Closed takashin3391 closed 2 years ago
I input the original input
from the Real Demo for Ted Talk
on the following sample page into the trained model.
https://daps.cs.princeton.edu/projects/HiFi-GAN/index.php?env-pairs=VCTK&speaker=p232&src-env=all
However, the output data did not result in the HiFi-GAN enhanced result
on the sample page.
The initial clapping can be heard. Also, there is a jittery sound mixed in.
Is the model used in the sample page different from the publicly available trained model? Why are the results different?
This repo is devoted to the model for speech synthesis from the paper HiFi-GAN: Generative Adversarial Networks for Efficient and High Fidelity Speech Synthesis.

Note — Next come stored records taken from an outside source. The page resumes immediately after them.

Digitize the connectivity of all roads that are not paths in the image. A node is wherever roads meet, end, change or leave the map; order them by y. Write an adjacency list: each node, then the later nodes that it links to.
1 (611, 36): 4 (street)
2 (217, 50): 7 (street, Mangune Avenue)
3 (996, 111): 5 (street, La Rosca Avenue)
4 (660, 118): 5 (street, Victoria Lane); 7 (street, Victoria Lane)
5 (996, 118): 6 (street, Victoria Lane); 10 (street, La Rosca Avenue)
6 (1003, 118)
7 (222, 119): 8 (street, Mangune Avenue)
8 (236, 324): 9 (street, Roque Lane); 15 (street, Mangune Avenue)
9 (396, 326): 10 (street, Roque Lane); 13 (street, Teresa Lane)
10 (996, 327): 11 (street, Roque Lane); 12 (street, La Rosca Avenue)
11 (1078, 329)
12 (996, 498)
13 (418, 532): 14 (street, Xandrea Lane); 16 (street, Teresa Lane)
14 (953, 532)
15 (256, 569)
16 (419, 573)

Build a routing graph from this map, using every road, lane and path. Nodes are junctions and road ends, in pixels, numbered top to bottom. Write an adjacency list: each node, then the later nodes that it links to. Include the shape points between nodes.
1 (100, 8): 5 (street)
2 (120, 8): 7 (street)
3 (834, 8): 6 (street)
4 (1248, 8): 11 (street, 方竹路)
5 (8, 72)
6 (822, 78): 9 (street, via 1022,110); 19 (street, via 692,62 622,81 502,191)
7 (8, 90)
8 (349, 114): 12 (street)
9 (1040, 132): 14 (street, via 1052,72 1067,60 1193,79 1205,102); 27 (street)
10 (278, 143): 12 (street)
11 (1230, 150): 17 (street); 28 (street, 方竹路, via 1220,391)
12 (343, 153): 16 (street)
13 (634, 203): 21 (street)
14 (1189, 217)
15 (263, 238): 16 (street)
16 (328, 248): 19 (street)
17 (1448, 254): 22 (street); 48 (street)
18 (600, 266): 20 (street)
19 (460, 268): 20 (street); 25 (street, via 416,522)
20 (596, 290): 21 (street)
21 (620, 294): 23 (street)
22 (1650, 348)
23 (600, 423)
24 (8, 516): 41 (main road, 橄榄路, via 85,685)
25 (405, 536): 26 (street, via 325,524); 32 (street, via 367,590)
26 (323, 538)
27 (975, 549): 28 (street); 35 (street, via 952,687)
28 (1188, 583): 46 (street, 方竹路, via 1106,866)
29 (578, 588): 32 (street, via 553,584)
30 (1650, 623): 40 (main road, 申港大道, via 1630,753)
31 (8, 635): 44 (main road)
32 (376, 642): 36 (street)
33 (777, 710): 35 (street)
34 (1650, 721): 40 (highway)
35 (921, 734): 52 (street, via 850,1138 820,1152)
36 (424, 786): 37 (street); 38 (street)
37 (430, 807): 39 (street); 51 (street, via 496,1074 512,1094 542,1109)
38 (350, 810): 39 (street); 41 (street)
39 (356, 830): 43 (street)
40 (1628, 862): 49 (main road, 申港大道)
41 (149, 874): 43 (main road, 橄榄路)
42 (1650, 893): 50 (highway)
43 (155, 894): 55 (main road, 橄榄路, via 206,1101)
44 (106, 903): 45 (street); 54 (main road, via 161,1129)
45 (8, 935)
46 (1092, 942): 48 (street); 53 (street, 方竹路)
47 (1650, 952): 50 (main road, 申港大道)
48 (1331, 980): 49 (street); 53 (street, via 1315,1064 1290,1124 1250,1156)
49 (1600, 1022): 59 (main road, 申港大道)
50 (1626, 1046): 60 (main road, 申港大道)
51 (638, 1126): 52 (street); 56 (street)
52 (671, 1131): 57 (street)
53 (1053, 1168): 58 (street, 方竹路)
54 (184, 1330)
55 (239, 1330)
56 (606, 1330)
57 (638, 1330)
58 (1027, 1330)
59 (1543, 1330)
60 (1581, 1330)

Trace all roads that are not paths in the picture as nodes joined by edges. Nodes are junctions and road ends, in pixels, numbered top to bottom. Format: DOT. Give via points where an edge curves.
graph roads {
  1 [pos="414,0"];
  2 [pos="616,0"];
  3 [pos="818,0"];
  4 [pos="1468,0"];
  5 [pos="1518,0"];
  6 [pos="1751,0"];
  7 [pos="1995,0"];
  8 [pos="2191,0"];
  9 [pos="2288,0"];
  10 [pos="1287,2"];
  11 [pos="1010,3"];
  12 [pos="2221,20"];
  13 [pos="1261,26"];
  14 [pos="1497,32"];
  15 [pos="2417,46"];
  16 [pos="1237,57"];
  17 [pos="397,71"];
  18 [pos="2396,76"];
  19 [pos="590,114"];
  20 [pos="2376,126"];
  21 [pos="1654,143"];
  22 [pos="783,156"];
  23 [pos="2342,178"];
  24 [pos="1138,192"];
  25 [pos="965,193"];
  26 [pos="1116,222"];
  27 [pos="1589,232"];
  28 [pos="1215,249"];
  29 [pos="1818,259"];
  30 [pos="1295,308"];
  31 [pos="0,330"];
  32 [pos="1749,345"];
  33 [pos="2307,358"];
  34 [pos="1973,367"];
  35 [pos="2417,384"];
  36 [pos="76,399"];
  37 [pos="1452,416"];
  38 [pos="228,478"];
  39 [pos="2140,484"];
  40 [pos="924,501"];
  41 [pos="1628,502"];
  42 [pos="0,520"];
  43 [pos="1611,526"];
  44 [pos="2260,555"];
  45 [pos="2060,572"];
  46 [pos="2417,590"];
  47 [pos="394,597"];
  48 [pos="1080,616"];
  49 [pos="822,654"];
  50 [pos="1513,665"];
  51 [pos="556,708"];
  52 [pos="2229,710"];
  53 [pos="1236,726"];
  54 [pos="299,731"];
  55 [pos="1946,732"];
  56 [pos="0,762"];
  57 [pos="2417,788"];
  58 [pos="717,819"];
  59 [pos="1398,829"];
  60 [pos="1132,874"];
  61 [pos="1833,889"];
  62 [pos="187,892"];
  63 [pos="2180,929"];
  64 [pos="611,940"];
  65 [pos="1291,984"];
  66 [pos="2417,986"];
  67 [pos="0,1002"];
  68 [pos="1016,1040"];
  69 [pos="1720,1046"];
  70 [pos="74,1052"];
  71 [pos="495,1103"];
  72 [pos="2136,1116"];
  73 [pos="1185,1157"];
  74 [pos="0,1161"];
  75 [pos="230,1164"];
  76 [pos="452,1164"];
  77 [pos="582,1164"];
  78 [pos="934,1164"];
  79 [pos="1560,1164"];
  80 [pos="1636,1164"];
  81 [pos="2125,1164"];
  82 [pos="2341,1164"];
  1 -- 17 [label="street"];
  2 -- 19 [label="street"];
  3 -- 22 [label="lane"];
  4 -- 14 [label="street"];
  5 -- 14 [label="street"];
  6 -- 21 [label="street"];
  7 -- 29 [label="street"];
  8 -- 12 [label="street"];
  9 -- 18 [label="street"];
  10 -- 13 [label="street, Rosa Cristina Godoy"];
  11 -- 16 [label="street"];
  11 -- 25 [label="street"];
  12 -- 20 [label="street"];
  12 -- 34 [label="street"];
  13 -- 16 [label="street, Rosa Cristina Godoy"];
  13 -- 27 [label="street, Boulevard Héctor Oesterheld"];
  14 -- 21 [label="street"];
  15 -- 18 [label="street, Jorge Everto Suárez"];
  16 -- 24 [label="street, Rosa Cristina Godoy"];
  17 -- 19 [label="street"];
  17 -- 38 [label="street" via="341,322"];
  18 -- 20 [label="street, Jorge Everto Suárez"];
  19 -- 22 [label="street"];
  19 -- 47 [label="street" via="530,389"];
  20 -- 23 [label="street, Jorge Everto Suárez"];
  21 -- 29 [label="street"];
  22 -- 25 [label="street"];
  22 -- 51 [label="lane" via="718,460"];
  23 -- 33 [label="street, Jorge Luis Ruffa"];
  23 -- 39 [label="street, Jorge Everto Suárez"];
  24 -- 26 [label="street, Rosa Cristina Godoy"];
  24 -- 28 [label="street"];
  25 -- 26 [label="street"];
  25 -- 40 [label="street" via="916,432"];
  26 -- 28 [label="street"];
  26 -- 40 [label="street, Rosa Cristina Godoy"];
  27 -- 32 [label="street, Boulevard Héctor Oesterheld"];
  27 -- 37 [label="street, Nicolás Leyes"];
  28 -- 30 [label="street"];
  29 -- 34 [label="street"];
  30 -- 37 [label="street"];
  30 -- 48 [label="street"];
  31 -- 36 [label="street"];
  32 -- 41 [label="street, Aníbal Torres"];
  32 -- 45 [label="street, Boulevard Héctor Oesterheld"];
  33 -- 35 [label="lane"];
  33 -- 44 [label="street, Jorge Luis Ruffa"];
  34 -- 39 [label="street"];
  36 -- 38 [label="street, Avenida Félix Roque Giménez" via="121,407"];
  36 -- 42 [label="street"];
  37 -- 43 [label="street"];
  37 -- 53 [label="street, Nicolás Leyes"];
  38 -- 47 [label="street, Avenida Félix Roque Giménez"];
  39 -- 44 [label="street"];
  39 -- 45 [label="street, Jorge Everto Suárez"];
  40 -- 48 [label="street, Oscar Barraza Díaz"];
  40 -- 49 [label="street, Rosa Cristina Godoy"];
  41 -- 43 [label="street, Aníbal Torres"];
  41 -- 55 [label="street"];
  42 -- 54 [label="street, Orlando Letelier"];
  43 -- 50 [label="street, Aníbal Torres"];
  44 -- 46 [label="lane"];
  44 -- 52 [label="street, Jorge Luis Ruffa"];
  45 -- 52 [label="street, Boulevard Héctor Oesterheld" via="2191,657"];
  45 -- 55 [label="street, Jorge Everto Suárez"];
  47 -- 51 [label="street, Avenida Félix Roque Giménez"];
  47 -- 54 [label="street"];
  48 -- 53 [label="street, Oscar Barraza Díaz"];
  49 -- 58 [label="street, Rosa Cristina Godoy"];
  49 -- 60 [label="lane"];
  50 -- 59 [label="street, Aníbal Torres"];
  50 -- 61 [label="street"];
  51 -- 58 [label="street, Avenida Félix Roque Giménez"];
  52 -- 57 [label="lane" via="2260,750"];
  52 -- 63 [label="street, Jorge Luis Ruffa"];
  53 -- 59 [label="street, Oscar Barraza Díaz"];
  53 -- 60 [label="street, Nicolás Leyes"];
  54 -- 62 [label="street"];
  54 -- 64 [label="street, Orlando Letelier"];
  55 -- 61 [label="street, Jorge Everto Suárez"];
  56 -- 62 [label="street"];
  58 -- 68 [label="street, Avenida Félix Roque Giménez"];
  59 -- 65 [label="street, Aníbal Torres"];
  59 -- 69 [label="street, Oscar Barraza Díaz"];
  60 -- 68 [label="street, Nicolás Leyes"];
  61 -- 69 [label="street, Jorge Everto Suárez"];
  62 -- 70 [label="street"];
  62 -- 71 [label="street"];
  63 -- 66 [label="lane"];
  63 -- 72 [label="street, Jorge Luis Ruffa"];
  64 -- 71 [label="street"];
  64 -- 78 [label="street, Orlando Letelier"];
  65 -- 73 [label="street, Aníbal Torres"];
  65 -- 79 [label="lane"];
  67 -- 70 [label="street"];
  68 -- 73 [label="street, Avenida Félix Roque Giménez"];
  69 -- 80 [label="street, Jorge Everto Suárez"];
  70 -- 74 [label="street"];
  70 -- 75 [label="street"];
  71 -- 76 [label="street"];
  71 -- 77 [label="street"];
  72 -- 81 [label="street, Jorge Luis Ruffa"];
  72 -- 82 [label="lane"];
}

The examples you referred to are for model for denoising from the completely different paper HiFi-GAN: High-Fidelity Denoising and Dereverberation Based on Speech Deep Features in Adversarial Networks.
It's two separate models which got the same name hifi-gan by coincidence.
Thank you very much for your answer. I understand that the sample page I showed is different from this repository.
Thank you for your support.
Do the sample voices on the following pages (e.g., Real Demo for Ted Talk) use any of the publicly available trained models? https://daps.cs.princeton.edu/projects/HiFi-GAN/index.php?env-pairs=VCTK&speaker=p257&src-env=all
I inputted reverberant speech into the training model, but the sound quality was not as good as the demo speech. There is jittery noise in the mix. What could be the cause of this?